— Excerpted data —
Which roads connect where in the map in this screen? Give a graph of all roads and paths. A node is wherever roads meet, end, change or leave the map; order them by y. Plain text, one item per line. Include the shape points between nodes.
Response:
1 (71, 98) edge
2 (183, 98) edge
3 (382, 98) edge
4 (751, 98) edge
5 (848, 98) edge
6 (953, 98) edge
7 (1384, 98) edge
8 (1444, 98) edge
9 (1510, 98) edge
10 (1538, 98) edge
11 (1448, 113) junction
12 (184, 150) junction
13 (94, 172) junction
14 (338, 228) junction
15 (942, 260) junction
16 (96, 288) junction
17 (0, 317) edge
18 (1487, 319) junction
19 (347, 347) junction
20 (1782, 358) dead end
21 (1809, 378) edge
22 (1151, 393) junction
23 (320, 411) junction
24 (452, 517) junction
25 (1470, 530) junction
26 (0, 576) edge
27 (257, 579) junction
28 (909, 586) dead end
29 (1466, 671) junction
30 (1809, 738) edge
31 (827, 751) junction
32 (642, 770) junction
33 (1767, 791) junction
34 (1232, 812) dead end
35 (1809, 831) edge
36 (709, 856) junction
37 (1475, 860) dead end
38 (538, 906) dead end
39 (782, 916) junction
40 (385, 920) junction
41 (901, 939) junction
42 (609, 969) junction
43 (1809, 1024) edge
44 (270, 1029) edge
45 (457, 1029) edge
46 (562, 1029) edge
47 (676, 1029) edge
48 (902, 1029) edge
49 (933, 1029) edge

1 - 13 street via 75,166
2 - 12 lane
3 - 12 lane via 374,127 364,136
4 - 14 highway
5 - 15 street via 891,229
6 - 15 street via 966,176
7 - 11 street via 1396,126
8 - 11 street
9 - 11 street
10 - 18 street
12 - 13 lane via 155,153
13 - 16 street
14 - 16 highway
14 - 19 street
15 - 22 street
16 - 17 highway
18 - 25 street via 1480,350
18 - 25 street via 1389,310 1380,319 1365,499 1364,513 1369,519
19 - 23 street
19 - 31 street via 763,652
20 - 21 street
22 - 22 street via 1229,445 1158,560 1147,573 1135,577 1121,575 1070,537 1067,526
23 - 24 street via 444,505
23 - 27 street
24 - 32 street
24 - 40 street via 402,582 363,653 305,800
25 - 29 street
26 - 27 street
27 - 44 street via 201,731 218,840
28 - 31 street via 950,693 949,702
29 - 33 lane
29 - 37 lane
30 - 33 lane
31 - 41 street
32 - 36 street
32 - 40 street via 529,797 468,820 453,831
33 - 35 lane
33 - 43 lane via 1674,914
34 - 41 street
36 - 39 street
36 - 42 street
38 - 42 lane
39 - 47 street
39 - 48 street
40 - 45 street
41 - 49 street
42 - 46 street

— What you have to do —
Within the listing above, tally the lines where the word "lane" occurs and write only the total.

— Expected output —
9